Hayek, who played Kahlo in 2002 and earned an Oscar nomination for her role, took to Instagram on Sunday to share her upset for the creation that she believes misses the point of the late artist’s life efforts.
“Frida Kahlo never tried to be or look like anyone else. She celebrated her uniqueness. How could they turn her into a Barbie,” Hayek wrote with two thumbs down emojis, followed by the same message in Spanish.
Hayek is not the only one angry about the new Barbie doll though.
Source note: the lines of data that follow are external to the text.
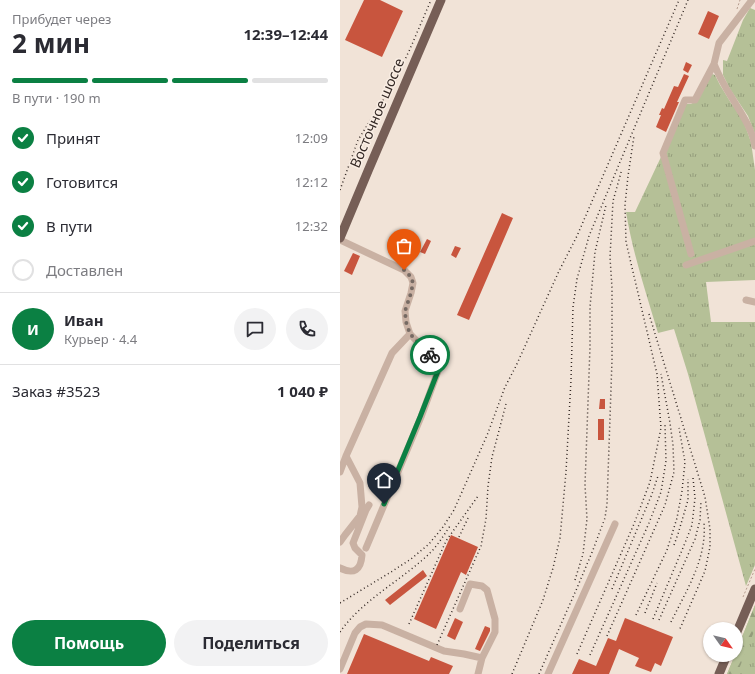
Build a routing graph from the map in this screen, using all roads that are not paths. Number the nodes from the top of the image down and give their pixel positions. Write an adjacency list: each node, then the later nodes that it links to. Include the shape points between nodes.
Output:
1 (441, 0): 5 (main road, Восточное шоссе)
2 (752, 3): 3 (lane, via 720,43)
3 (714, 64): 4 (lane, via 746,120); 7 (lane, via 695,100 685,100 663,153)
4 (755, 146)
5 (340, 239): 11 (lane, via 404,270 411,277 413,283 405,311)
6 (755, 242): 8 (lane)
7 (691, 254)
8 (686, 264)
9 (746, 300): 10 (lane)
10 (755, 302)
11 (410, 334): 12 (lane, via 392,354); 17 (lane, via 437,362 438,371)
12 (346, 456): 13 (lane); 16 (lane, via 360,483 362,507 360,516)
13 (340, 472)
14 (369, 505): 18 (lane, via 353,543 362,555 362,563 351,571)
15 (615, 524): 26 (lane)
16 (340, 542)
17 (366, 548)
18 (340, 568)
19 (755, 589): 21 (main road)
20 (460, 609): 22 (lane, via 470,584 482,586 487,590 495,619 495,632)
21 (741, 622)
22 (482, 658): 24 (lane, via 444,651 382,625 366,624 355,633); 25 (lane)
23 (724, 662): 27 (main road)
24 (340, 668)
25 (478, 674)
26 (548, 674)
27 (719, 674)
Kahlo’s family and corporation, which possess the rights to her estate and creations, allege the Mexican icon’s image was stolen and distorted.
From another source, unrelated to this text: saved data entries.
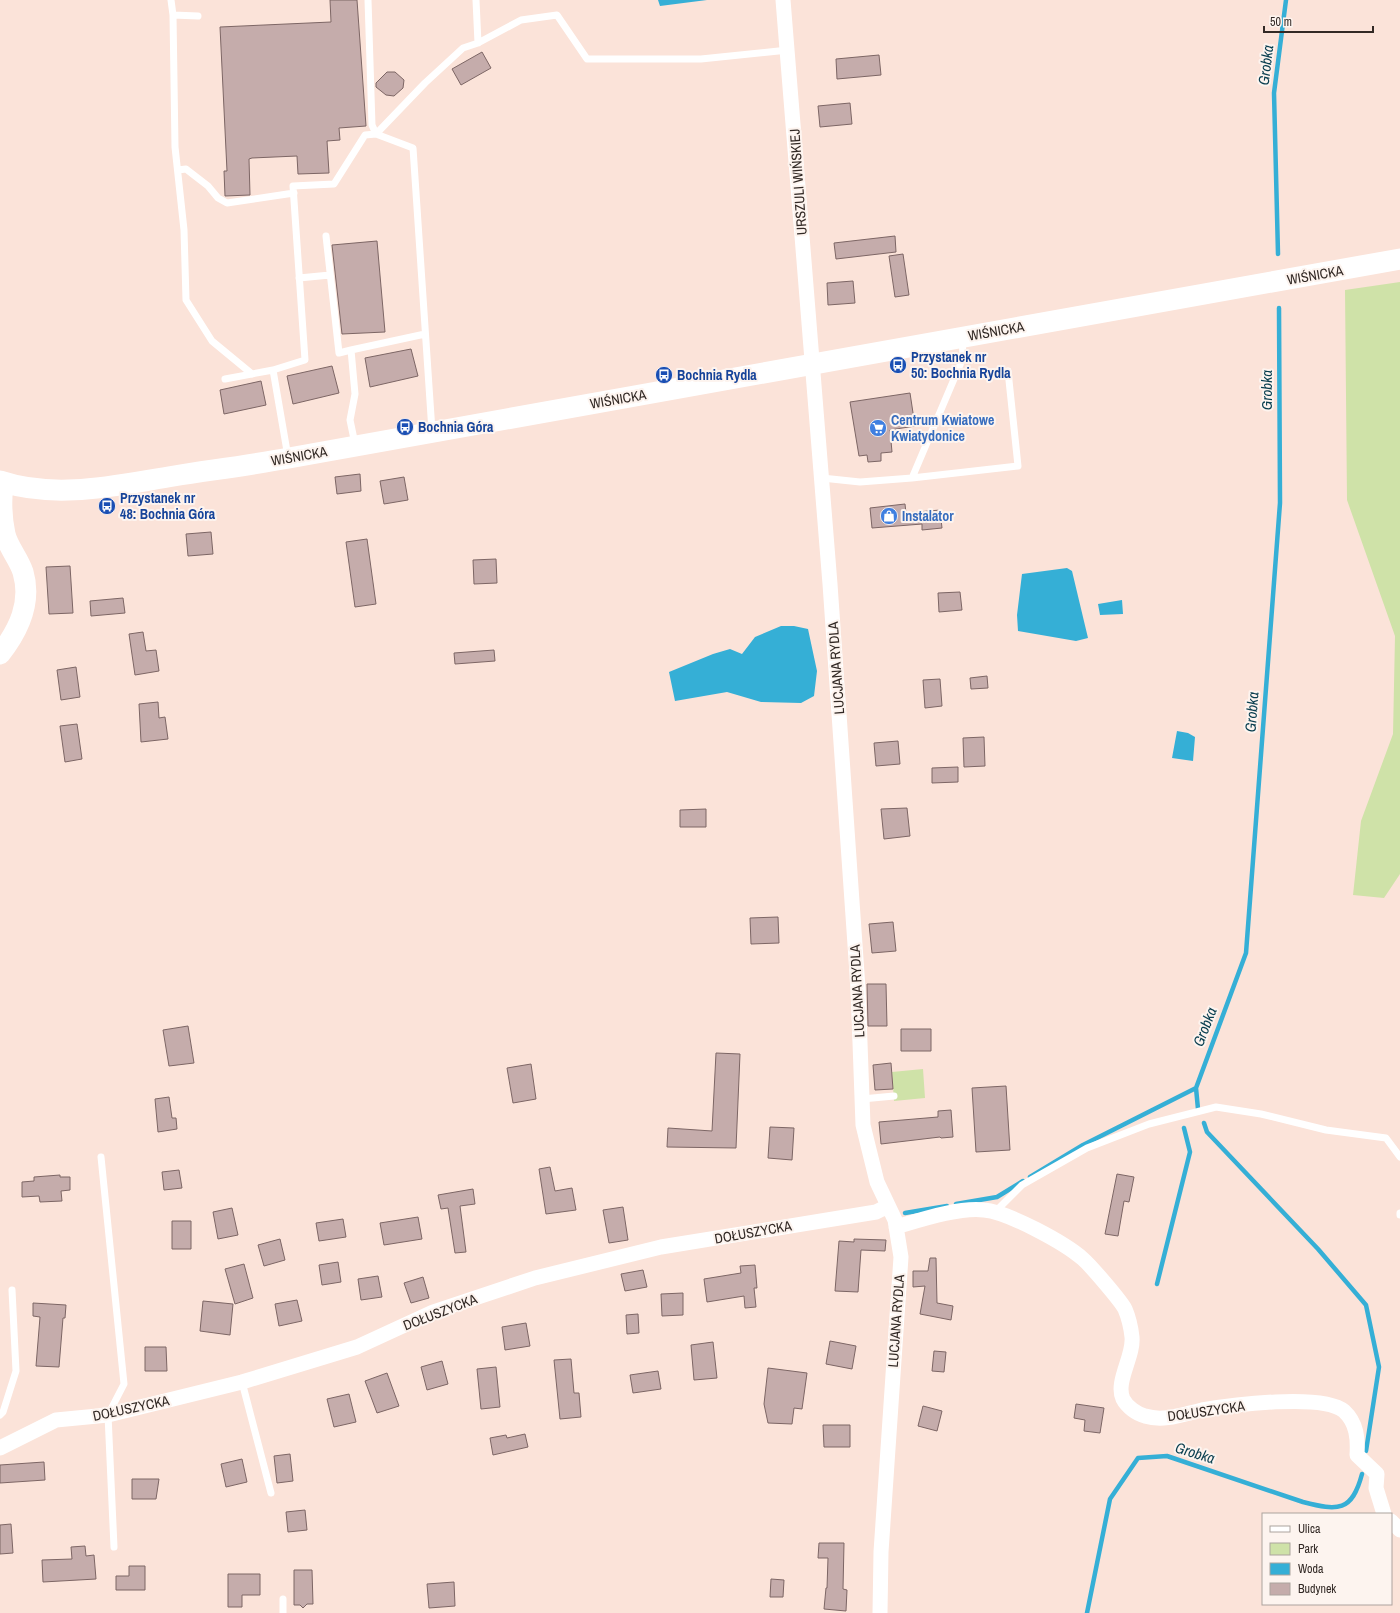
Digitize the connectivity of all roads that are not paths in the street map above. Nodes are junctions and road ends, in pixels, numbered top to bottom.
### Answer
1 (171, 0) edge
2 (368, 0) edge
3 (476, 0) edge
4 (783, 0) edge
5 (173, 14) junction
6 (198, 16) dead end
7 (478, 43) junction
8 (788, 50) junction
9 (376, 134) junction
10 (178, 170) junction
11 (294, 193) junction
12 (326, 236) dead end
13 (1400, 260) edge
14 (330, 275) junction
15 (299, 278) junction
16 (425, 334) junction
17 (962, 337) junction
18 (351, 350) junction
19 (812, 364) junction
20 (273, 370) junction
21 (1008, 371) dead end
22 (252, 374) junction
23 (225, 379) dead end
24 (432, 432) junction
25 (355, 446) junction
26 (288, 458) junction
27 (822, 478) junction
28 (912, 478) junction
29 (2, 482) edge
30 (0, 654) edge
31 (894, 1096) dead end
32 (862, 1099) junction
33 (101, 1157) dead end
34 (1400, 1157) edge
35 (888, 1206) junction
36 (995, 1212) junction
37 (896, 1228) junction
38 (12, 1290) dead end
39 (242, 1382) junction
40 (0, 1415) edge
41 (108, 1416) junction
42 (0, 1448) edge
43 (271, 1493) dead end
44 (1384, 1513) edge
45 (1392, 1522) edge
46 (1400, 1530) edge
47 (114, 1547) dead end
48 (283, 1599) dead end
49 (283, 1613) edge
50 (880, 1613) edge

1 - 5 lane
2 - 9 lane
3 - 7 lane
4 - 8 street, URSZULI WIŃSKIEJ
5 - 6 lane
5 - 10 lane
7 - 8 lane
7 - 9 lane
8 - 19 street, URSZULI WIŃSKIEJ
9 - 11 lane
9 - 16 lane
10 - 11 lane
10 - 22 lane
11 - 15 lane
12 - 14 lane
13 - 17 main road, WIŚNICKA
14 - 15 lane
14 - 18 lane
15 - 20 lane
16 - 18 lane
16 - 24 lane
17 - 19 main road, WIŚNICKA
17 - 28 lane
18 - 25 lane
19 - 24 main road, WIŚNICKA
19 - 27 street, LUCJANA RYDLA
20 - 22 lane
20 - 26 lane
21 - 28 lane
22 - 23 lane
24 - 25 main road, WIŚNICKA
25 - 26 main road, WIŚNICKA
26 - 29 main road, WIŚNICKA
27 - 28 lane
27 - 32 street, LUCJANA RYDLA
29 - 30 main road
31 - 32 lane
32 - 35 street, LUCJANA RYDLA
33 - 41 lane
34 - 36 lane
35 - 37 street, LUCJANA RYDLA
35 - 39 street, DOŁUSZYCKA
36 - 37 street, DOŁUSZYCKA
36 - 44 street, DOŁUSZYCKA
37 - 50 street, LUCJANA RYDLA
38 - 40 lane
39 - 41 street, DOŁUSZYCKA
39 - 43 lane
41 - 42 street, DOŁUSZYCKA
41 - 47 lane
45 - 46 street
48 - 49 lane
According to The Independent, Kahlo’s family is accusing Mattel of misrepresenting her appearance and disregarding the very values she stood for, like challenging post-colonialism, gender, class and race in Mexican societies.
Kahlo’s great great-niece Mara de Anda Romeo claims Mattel doesn’t have the rights to use her aunt’s image, with the corporate lawyer stating that his client is not seeking monetary gain, but asking that toymaker to redesign the doll.
“We will talk to them about regularizing this situation, and by regularizing I mean talking about the appearance of the doll, its characteristics, the history the doll should have to match what the artist really was,” Romeo’s lawyer Pablo Sangri said in a statement to The Guardian.
Critics took to social media about the Kahlo doll, stating that it doesn’t exactly reflect Kahlo in image either, expressing that her nearly conjoined eyebrows are not accurately portrayed, her figure was not truthful and that the costume worn is not similar in respects to the Tehuana-style dresses the artist wore. Moreover, many complained that her features lacked any trace of the childhood polio or injuries caused by a bus crash that debilitated Kahlo for lengthy periods.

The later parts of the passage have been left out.